(WHAT YOU ARE ASKED TO DO)
Output the listing below verbatim, but drop the images.

-------

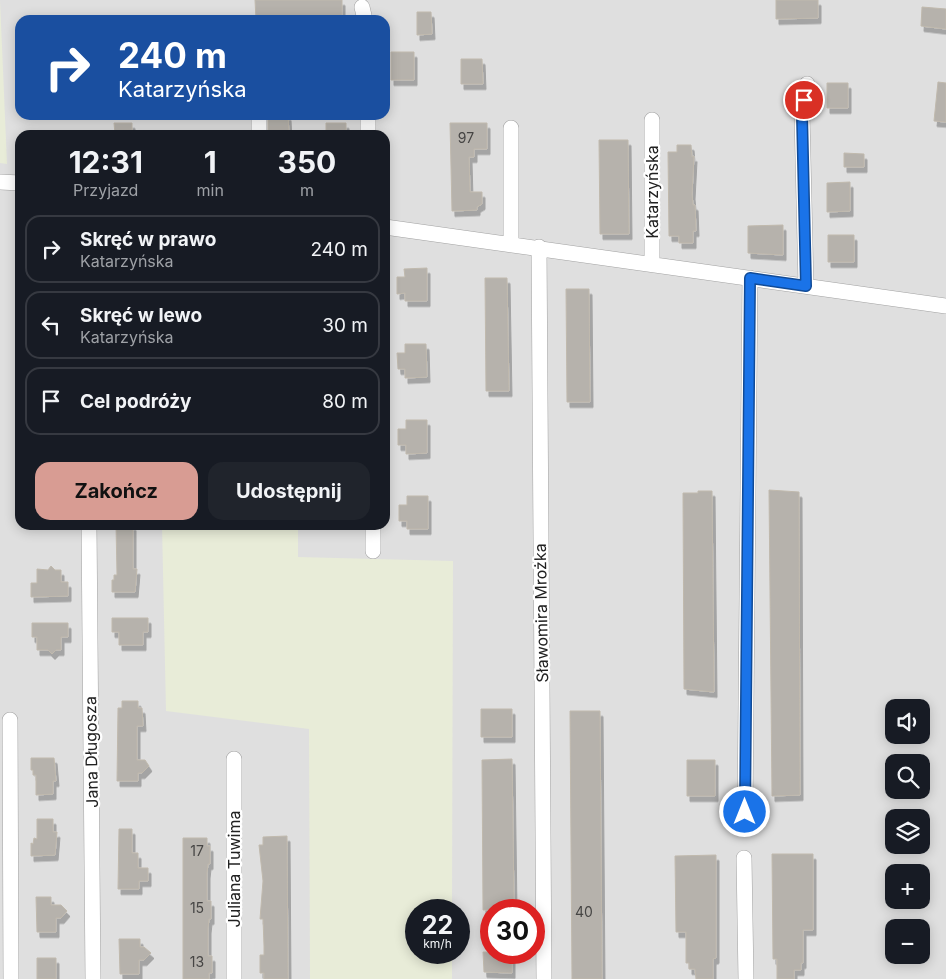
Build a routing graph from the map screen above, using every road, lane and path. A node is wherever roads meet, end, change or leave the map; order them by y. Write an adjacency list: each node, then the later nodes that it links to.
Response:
1 (806, 84): 11 (street)
2 (652, 120): 9 (street, Katarzyńska)
3 (511, 128): 7 (street)
4 (0, 182): 5 (street)
5 (15, 183)
6 (390, 228): 7 (street, Katarzyńska)
7 (510, 243): 8 (street, Katarzyńska)
8 (538, 247): 9 (street, Katarzyńska); 23 (street, Sławomira Mrożka)
9 (652, 264): 10 (street, Katarzyńska)
10 (750, 278): 11 (street, Katarzyńska); 18 (street)
11 (806, 286): 12 (street, Katarzyńska)
12 (946, 306)
13 (89, 530): 21 (street, Jana Długosza)
14 (373, 530): 15 (street)
15 (373, 551)
16 (10, 720): 20 (street)
17 (234, 759): 22 (street, Juliana Tuwima)
18 (745, 812)
19 (744, 858): 24 (street)
20 (11, 979)
21 (93, 979)
22 (234, 979)
23 (544, 979)
24 (746, 979)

-------

(RESULT FOR THIS TASK)
Build a routing graph from the map screen above, using every road, lane and path. A node is wherever roads meet, end, change or leave the map; order them by y. Write an adjacency list: each node, then the later nodes that it links to.
Response:
1 (806, 84): 11 (street)
2 (652, 120): 9 (street, Katarzyńska)
3 (511, 128): 7 (street)
4 (0, 182): 5 (street)
5 (15, 183)
6 (390, 228): 7 (street, Katarzyńska)
7 (510, 243): 8 (street, Katarzyńska)
8 (538, 247): 9 (street, Katarzyńska); 23 (street, Sławomira Mrożka)
9 (652, 264): 10 (street, Katarzyńska)
10 (750, 278): 11 (street, Katarzyńska); 18 (street)
11 (806, 286): 12 (street, Katarzyńska)
12 (946, 306)
13 (89, 530): 21 (street, Jana Długosza)
14 (373, 530): 15 (street)
15 (373, 551)
16 (10, 720): 20 (street)
17 (234, 759): 22 (street, Juliana Tuwima)
18 (745, 812)
19 (744, 858): 24 (street)
20 (11, 979)
21 (93, 979)
22 (234, 979)
23 (544, 979)
24 (746, 979)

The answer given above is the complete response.